(Collected data)
== Segment start ==

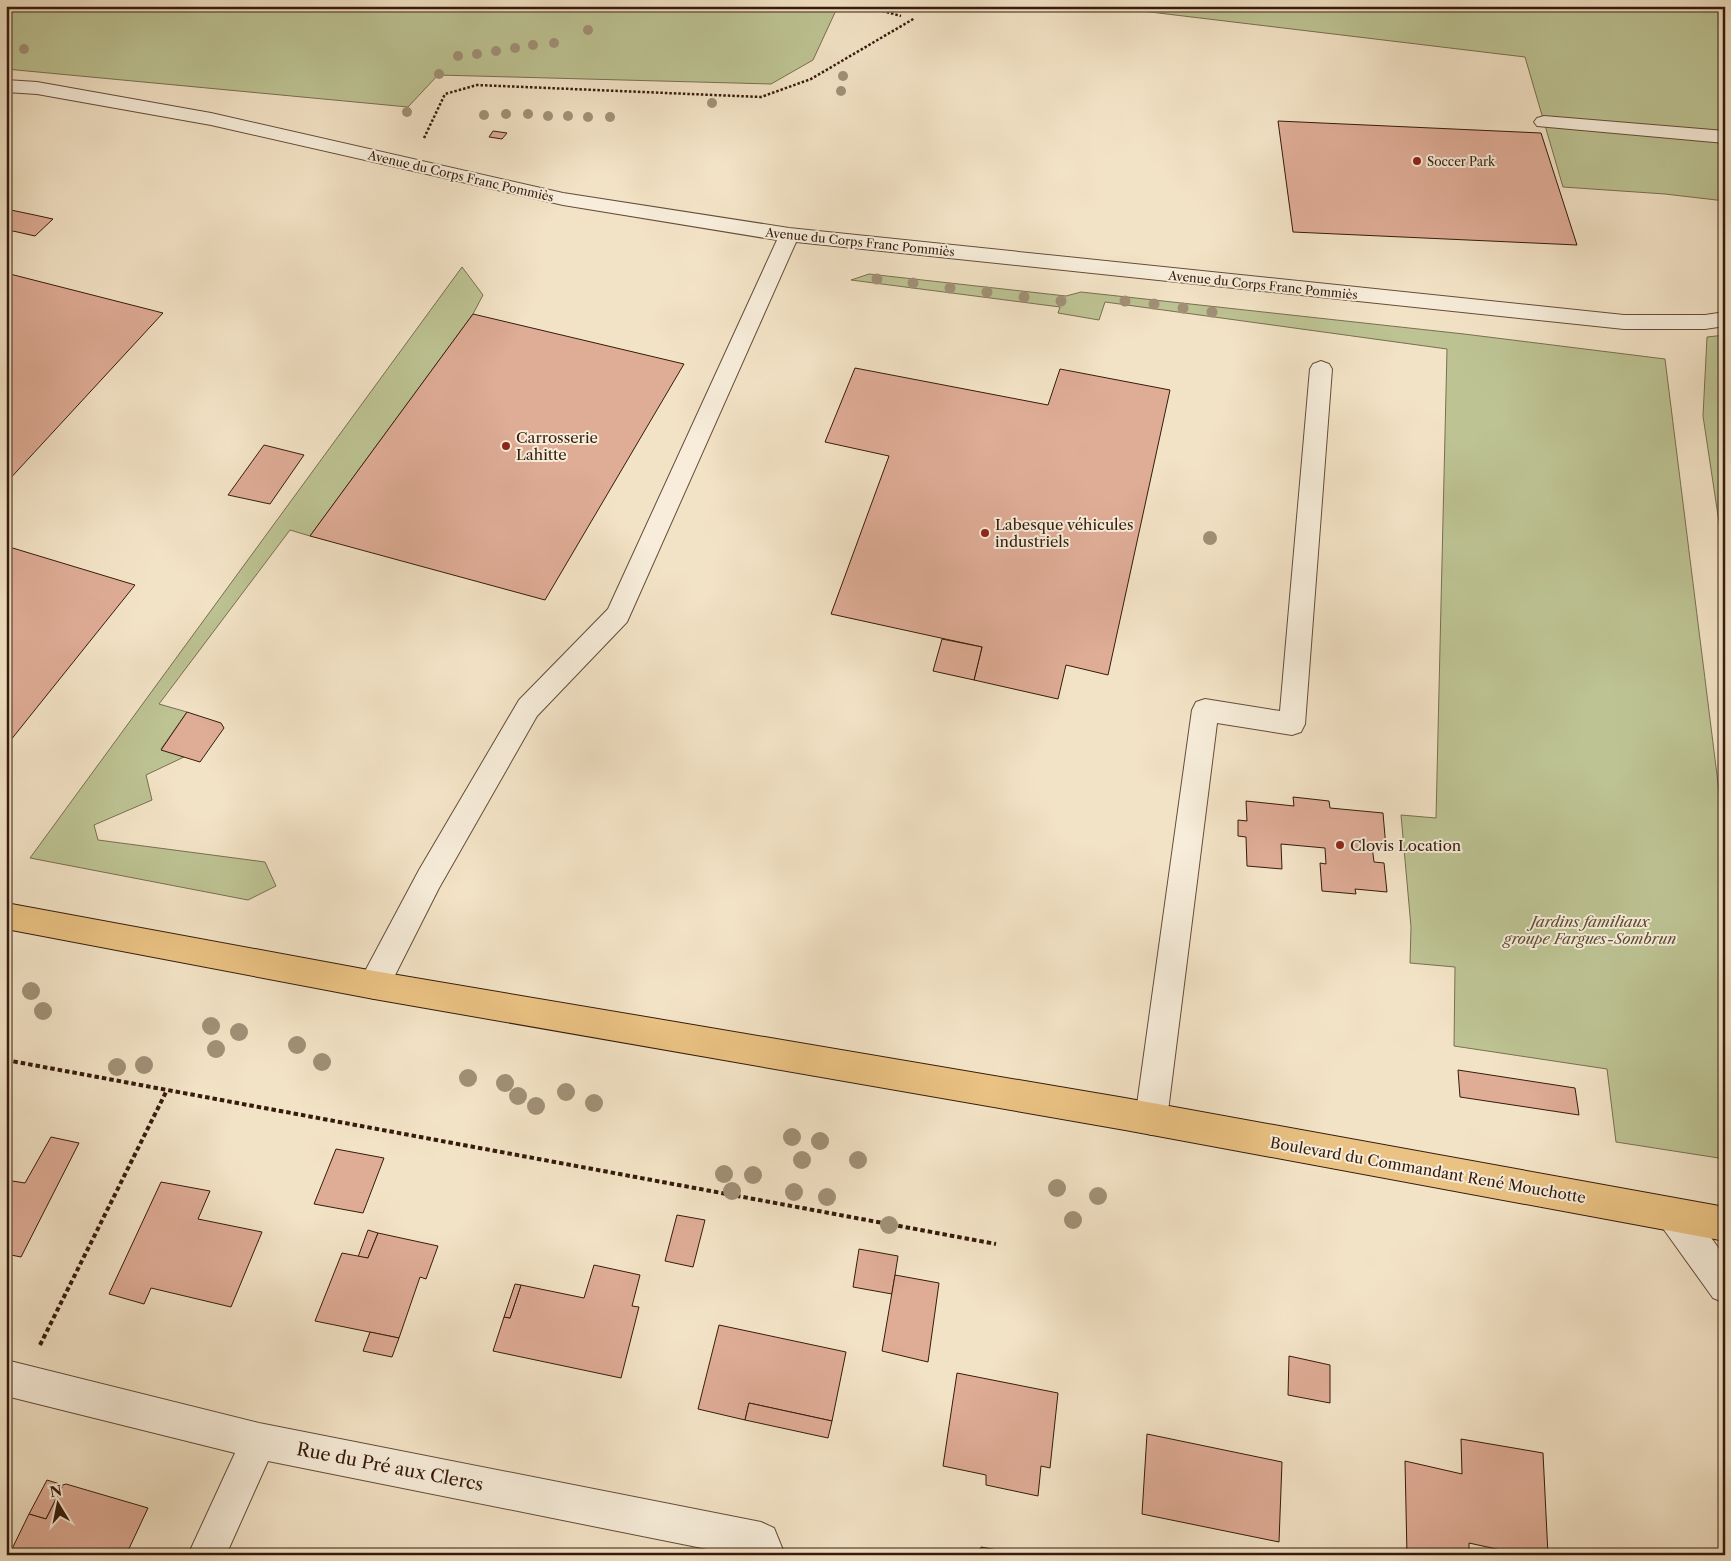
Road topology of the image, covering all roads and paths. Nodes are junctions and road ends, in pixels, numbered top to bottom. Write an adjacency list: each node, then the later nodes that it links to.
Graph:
1 (865, 6): 2 (path)
2 (901, 16)
3 (915, 18): 7 (path)
4 (6, 86): 7 (street, Avenue du Corps Franc Pommiès)
5 (1544, 122): 6 (street)
6 (1725, 137)
7 (409, 164): 8 (street, Avenue du Corps Franc Pommiès)
8 (789, 235): 9 (street, Avenue du Corps Franc Pommiès); 12 (street)
9 (1725, 319)
10 (1321, 369): 15 (street)
11 (6, 916): 12 (main road, Boulevard du Commandant René Mouchotte)
12 (374, 985): 15 (main road, Boulevard du Commandant René Mouchotte)
13 (6, 1060): 14 (path)
14 (167, 1090): 18 (path); 20 (path)
15 (1141, 1118): 16 (main road, Boulevard du Commandant René Mouchotte)
16 (1674, 1215): 17 (main road, Boulevard du Commandant René Mouchotte); 19 (street)
17 (1725, 1224)
18 (996, 1244)
19 (1725, 1286)
20 (14, 1380): 21 (street, Rue du Pré aux Clercs)
21 (259, 1441): 22 (street); 23 (street, Rue du Pré aux Clercs)
22 (207, 1555)
23 (766, 1555)

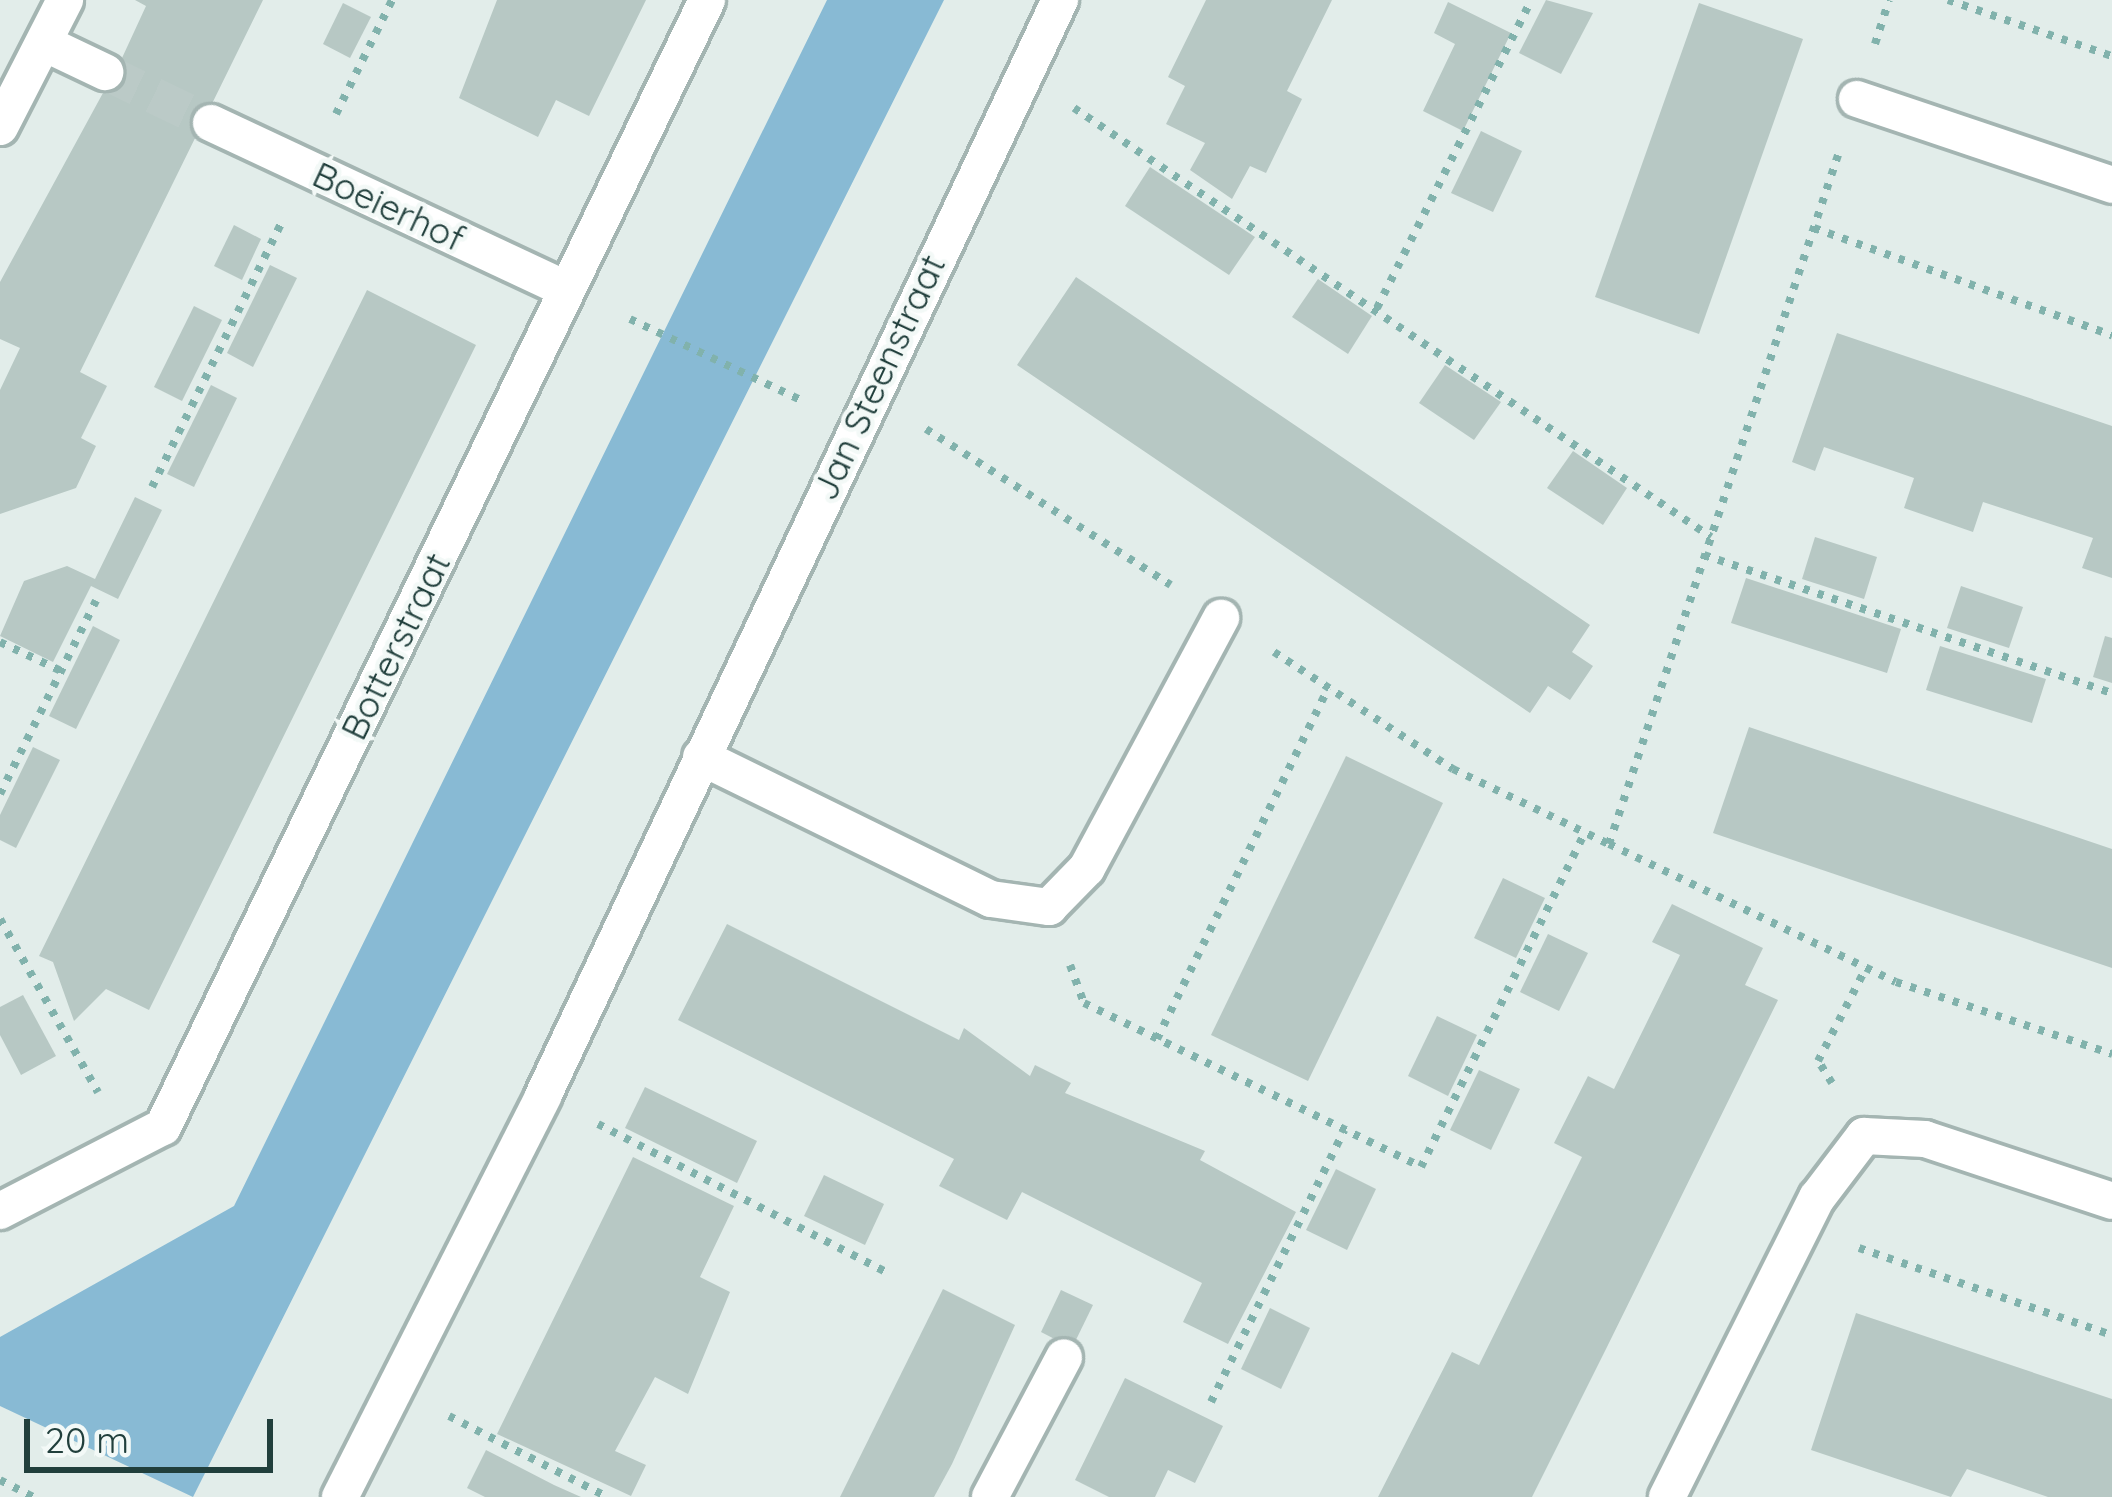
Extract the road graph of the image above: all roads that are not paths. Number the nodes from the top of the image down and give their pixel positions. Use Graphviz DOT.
graph roads {
  1 [pos="64,0"];
  2 [pos="707,0"];
  3 [pos="1060,0"];
  4 [pos="44,43"];
  5 [pos="105,72"];
  6 [pos="1856,99"];
  7 [pos="211,123"];
  8 [pos="0,128"];
  9 [pos="2112,185"];
  10 [pos="566,289"];
  11 [pos="1221,617"];
  12 [pos="701,757"];
  13 [pos="2112,1202"];
  14 [pos="0,1211"];
  15 [pos="1064,1357"];
  16 [pos="340,1497"];
  17 [pos="990,1497"];
  18 [pos="1666,1497"];
  1 -- 4 [label="street"];
  2 -- 10 [label="street, Botterstraat"];
  3 -- 12 [label="street, Jan Steenstraat"];
  4 -- 5 [label="street"];
  4 -- 8 [label="street"];
  6 -- 9 [label="street"];
  7 -- 10 [label="street, Boeierhof"];
  10 -- 14 [label="street, Botterstraat"];
  11 -- 12 [label="street"];
  12 -- 16 [label="street, Jan Steenstraat"];
  13 -- 18 [label="street"];
  15 -- 17 [label="street"];
}
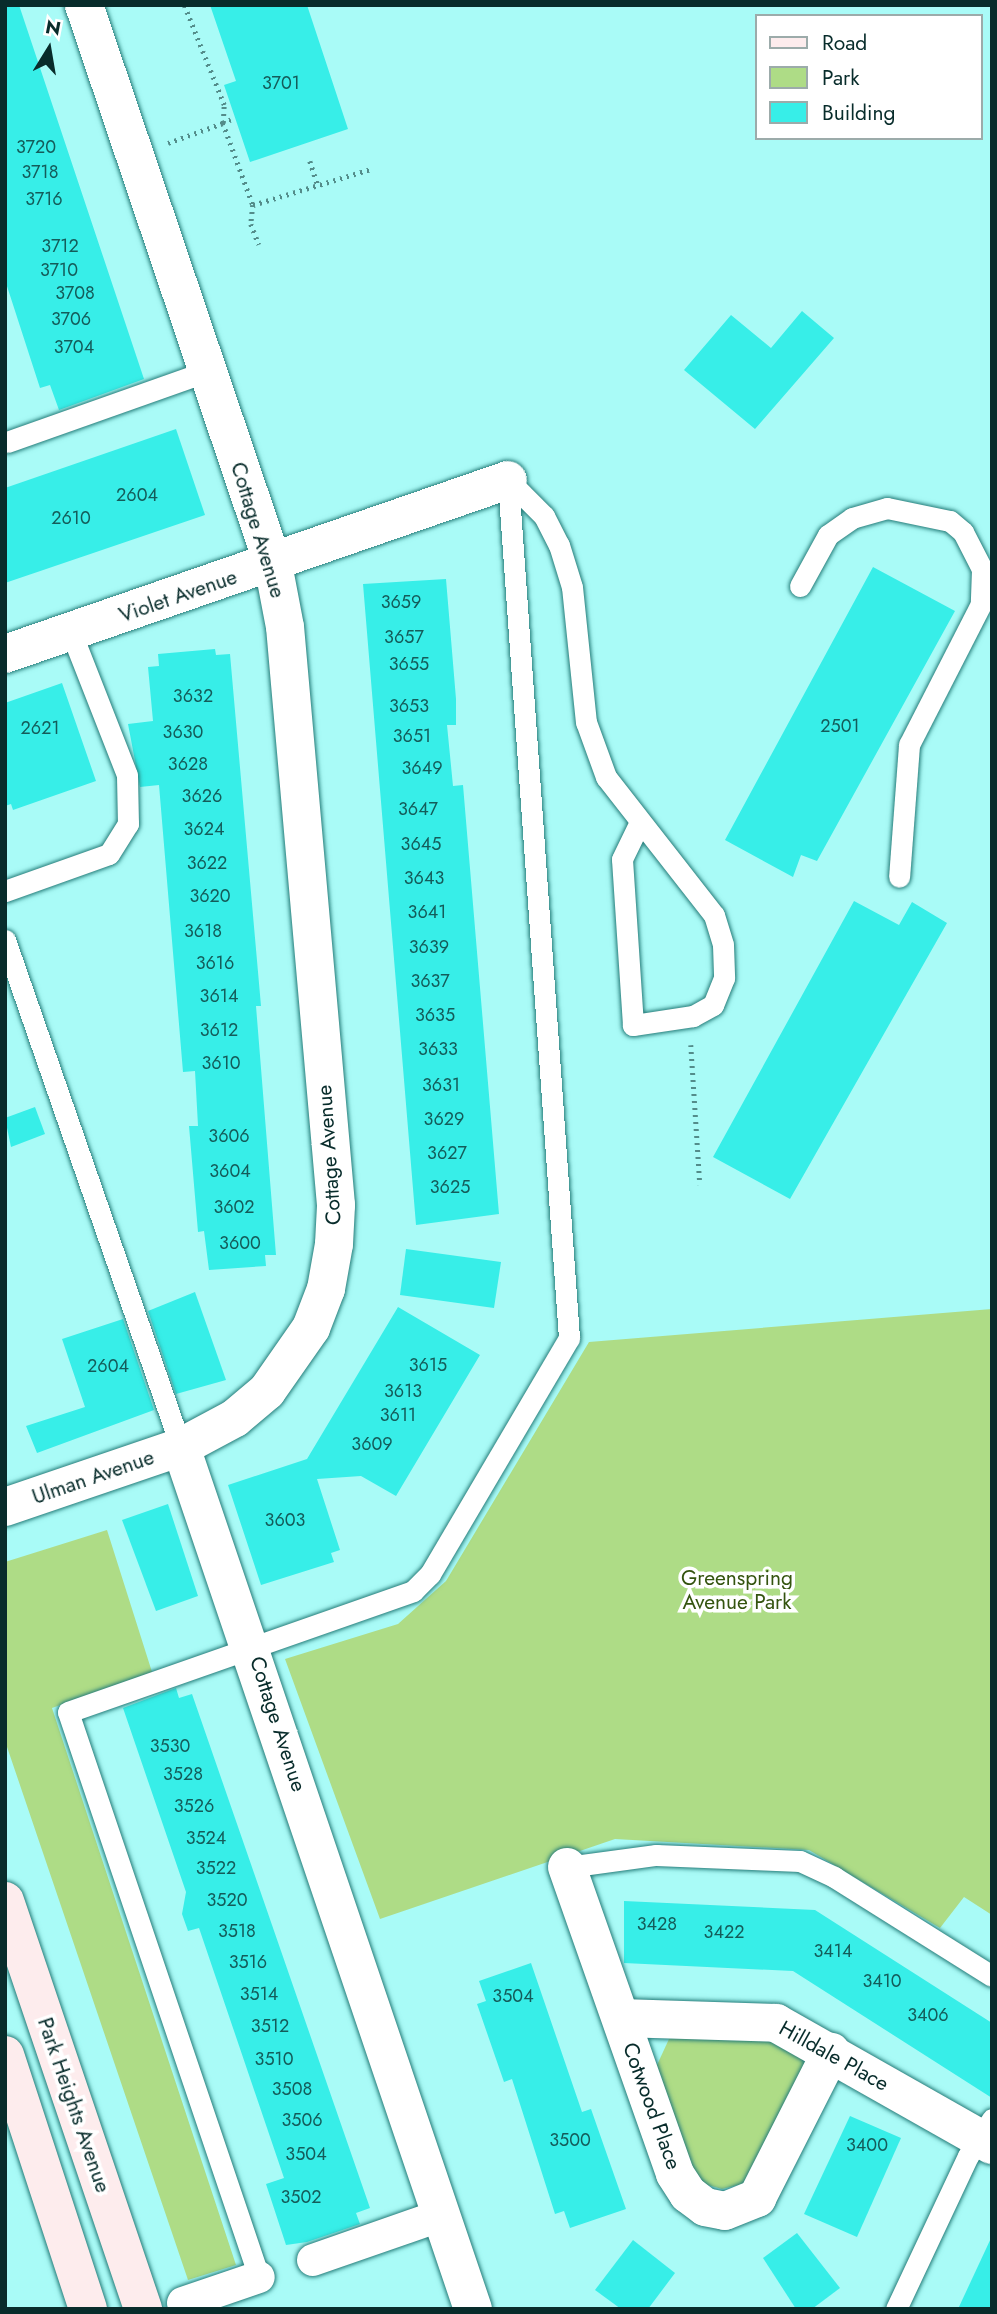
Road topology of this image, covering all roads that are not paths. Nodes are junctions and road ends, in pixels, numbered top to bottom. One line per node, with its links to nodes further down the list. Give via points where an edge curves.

== Segment end ==

Task item — Count how many lines in the data contain the word "covering", giving the number without comment.

Result below — 2